We hear all too often how hunter numbers are on the decline. We hear about kids these days who have so many distractions and options for how to spend their time. We hear that hunting doesn’t hold the attraction it once did to youngsters.

We’re going to say that’s certainly not the case for the GON community.

The GON kids are killing some great bucks! Take a look at the bucks entered in our Youth Big-Buck Contest and the Truck-Buck Contest.

One entry this week that caught our attention was a Fayette County 10-point buck killed by 12-year-old Kayla Heard. It’s a great buck, no doubt, but it wasn’t the size of the buck’s rack that got our attention.

“The deer’s not going to win the contest. I know that,” said Kayla’s grandpa Joe O’Connell. “But I entered it so hopefully some other kids would see it and get excited about hunting, and also for the adults to see. Everyone needs to know that if you make the effort, these kids can fall in love with hunting.”

The story of this buck started on a cold Tuesday afternoon.

“Kayla decided when she got home from school she wanted to hunt,” said Joe.

“At 4 p.m., she got her camo on and called her uncle Tony O’Connell and asked him to come over to supervise her hunt. He did. With minimum supervision, she set the hunt up on her own. Checking the wind, she decided to hunt a blind located in the hardwoods that she knew had some big scrapes around it.

Kayla Heard, her uncle Tony O’Connell and Bailey, the Bavarian Mountain Hound, show off Kayla’s 10-point buck.

“The first hour of the hunt was pretty boring with no action,” Joe said. “Doing what 12-year-olds do now, she started texting her friends. After a few minutes she decide to look up at the area she was watching, and there a deer stood.”

Kayla said she couldn’t really make out whether it was a buck or not, so she continued to watch until the deer gave her a good look at his antlers. Suddenly she decided this was the one.

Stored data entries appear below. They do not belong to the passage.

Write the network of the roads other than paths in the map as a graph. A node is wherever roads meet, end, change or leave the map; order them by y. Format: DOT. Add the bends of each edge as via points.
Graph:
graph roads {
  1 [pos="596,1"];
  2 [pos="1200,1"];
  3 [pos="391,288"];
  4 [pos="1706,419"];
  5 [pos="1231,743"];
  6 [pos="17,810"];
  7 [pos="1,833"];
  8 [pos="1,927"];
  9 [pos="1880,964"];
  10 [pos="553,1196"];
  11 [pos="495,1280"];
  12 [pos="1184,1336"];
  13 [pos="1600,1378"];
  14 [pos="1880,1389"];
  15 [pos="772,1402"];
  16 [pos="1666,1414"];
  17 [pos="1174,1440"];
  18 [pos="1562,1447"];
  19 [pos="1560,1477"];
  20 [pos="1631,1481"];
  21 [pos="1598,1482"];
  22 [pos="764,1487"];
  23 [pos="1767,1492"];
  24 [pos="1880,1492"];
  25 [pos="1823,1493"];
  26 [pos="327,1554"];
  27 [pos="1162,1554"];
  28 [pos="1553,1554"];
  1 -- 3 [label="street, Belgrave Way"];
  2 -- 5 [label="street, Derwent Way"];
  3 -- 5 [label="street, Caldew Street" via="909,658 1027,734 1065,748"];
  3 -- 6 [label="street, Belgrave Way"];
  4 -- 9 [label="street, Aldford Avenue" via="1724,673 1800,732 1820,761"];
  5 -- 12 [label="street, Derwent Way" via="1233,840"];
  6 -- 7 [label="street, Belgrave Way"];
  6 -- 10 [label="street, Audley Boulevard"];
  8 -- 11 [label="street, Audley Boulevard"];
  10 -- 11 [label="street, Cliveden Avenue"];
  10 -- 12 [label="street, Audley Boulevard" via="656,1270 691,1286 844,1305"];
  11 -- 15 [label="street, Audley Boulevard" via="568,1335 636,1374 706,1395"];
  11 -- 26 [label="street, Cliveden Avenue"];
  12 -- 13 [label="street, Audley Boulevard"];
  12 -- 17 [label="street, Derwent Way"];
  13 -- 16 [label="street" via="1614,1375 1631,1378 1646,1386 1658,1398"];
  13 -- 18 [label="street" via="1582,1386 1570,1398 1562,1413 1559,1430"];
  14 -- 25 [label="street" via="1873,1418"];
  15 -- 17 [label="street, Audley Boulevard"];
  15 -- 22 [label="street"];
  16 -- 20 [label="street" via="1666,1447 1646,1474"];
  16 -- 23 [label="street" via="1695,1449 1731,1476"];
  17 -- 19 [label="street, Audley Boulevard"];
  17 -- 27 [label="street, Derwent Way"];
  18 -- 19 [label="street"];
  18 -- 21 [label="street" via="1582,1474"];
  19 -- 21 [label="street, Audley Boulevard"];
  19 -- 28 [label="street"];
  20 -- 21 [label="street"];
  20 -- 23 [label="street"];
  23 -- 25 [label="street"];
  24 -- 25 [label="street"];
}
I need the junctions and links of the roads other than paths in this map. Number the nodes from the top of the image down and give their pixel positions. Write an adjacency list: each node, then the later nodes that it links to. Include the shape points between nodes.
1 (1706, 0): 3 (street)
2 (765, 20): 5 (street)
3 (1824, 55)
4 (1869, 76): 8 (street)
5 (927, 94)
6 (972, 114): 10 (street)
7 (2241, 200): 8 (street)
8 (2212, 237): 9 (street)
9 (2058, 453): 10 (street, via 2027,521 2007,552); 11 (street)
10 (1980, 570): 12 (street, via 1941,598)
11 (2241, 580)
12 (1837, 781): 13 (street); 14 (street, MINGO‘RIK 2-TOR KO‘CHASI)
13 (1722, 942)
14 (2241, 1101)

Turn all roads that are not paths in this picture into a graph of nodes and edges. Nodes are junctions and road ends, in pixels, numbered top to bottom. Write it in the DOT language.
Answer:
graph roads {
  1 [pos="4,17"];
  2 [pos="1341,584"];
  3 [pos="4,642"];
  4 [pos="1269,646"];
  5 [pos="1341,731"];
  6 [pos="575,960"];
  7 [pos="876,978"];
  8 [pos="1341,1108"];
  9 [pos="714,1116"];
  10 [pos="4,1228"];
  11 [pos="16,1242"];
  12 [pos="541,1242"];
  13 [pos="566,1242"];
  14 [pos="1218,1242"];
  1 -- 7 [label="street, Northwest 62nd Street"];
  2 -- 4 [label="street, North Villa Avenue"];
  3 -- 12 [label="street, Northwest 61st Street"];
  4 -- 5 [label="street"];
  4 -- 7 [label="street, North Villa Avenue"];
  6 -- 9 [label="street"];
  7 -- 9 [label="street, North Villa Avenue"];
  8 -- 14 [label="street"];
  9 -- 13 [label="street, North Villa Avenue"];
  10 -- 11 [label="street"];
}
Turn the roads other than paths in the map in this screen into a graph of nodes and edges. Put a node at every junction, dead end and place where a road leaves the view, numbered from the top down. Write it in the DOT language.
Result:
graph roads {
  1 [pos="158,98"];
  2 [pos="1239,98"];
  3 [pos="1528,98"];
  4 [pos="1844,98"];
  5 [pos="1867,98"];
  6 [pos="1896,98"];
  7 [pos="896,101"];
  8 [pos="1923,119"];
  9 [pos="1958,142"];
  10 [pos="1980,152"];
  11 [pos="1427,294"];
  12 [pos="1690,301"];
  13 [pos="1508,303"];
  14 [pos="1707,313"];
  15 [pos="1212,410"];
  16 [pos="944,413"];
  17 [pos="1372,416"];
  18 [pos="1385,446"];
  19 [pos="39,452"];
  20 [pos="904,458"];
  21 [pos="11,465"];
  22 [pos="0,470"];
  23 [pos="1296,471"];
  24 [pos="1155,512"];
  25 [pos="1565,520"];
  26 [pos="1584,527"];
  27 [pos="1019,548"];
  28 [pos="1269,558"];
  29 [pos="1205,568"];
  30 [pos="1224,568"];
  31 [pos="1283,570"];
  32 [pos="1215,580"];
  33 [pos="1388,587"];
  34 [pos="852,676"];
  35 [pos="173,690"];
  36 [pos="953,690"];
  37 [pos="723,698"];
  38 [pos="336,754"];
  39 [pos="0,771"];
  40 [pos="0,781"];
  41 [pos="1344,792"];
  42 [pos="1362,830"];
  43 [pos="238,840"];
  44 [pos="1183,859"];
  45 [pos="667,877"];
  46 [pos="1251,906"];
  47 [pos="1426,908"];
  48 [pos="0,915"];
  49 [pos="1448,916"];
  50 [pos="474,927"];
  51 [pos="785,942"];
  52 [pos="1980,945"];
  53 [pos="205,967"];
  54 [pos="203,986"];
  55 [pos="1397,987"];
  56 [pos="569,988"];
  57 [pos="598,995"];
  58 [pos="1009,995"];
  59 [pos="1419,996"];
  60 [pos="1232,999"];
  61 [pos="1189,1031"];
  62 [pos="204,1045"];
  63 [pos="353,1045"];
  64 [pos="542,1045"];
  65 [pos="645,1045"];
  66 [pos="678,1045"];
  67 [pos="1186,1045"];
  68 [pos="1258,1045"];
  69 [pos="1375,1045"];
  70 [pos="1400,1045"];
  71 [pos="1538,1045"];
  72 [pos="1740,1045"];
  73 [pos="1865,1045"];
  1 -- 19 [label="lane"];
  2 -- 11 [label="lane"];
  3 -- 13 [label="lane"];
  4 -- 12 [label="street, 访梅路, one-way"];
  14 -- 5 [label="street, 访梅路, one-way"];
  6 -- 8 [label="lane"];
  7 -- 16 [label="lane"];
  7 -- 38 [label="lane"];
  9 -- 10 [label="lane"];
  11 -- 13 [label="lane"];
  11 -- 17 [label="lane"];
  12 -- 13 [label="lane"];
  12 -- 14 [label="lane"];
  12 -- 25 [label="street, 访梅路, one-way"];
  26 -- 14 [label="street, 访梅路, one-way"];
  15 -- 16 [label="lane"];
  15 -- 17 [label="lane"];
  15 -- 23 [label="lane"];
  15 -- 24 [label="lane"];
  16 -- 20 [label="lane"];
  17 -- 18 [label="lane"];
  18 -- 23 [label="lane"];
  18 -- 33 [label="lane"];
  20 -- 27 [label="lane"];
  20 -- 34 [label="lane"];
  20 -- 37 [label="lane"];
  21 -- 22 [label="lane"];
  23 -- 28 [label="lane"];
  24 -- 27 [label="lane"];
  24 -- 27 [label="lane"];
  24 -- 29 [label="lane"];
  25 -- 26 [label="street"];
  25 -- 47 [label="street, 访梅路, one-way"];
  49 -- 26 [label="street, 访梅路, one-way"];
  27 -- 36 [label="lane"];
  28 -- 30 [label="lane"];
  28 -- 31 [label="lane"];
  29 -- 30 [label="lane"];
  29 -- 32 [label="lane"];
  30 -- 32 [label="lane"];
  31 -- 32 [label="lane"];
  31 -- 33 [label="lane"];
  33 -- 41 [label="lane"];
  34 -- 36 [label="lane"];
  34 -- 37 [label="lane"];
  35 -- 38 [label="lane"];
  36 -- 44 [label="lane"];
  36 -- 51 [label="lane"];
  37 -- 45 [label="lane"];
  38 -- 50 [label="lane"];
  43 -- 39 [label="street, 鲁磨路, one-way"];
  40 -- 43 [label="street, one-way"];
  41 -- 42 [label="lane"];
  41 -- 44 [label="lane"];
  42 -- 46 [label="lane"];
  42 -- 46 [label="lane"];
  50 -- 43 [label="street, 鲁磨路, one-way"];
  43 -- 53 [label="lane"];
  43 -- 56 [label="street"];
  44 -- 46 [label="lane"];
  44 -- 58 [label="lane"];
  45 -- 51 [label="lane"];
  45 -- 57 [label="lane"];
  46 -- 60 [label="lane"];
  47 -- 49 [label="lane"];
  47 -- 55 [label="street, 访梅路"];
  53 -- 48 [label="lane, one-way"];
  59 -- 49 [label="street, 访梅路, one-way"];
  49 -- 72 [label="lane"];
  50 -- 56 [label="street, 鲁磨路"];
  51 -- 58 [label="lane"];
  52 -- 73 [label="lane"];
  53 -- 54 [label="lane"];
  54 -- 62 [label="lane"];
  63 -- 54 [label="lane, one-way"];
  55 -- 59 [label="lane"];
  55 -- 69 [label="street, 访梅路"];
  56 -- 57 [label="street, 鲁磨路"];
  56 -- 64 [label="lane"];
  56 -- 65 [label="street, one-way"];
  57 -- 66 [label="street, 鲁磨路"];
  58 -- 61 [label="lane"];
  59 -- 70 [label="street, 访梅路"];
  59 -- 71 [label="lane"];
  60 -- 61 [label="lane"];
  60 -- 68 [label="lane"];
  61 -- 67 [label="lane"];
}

“As her hands trembled to get the gun in position and get the safety off, the deer moved in to a good position, giving her a quartering shot from 35 yards,” said Joe.

Kayla was shooting a 6.5 Creedmoor, and the buck left very little blood to trail. So Bailey and her Uncle Tony decided to go get Bailey, a Bavarian Mountain Hound, to help track the deer. Bailey tracked the buck for less than 100 yards.

“This is Kayla’s second buck of her life, the first being an 8-point last year. I think we have a kid who is definitely hooked,” said Joe. “She went back hunting last night, and she shot a little doe. She went to the deer cooler and gutted it with them—up to her elbows in it. She’s hooked. She would hunt every single night.”

When Kayla shot her first buck last season, her excitement was evident.

“We were watching two does and deciding whether to shoot one when grandpa saw this deer 215 yards away,” Kayla said. “We waited and he came to the does, and I shot him at 62 yards. My heart was about to come out of my chest.”

That type of excitement is what drives a youngster to want to get back in the woods. Hunting is fun. There’s really nothing like it.

“Thanks GON for allowing to promote this fine sport to a new generation,” said Joe.

Kayla got her first buck last season when she was 11 while hunting with her grandfather. It was a nice Fayette County 8-pointer.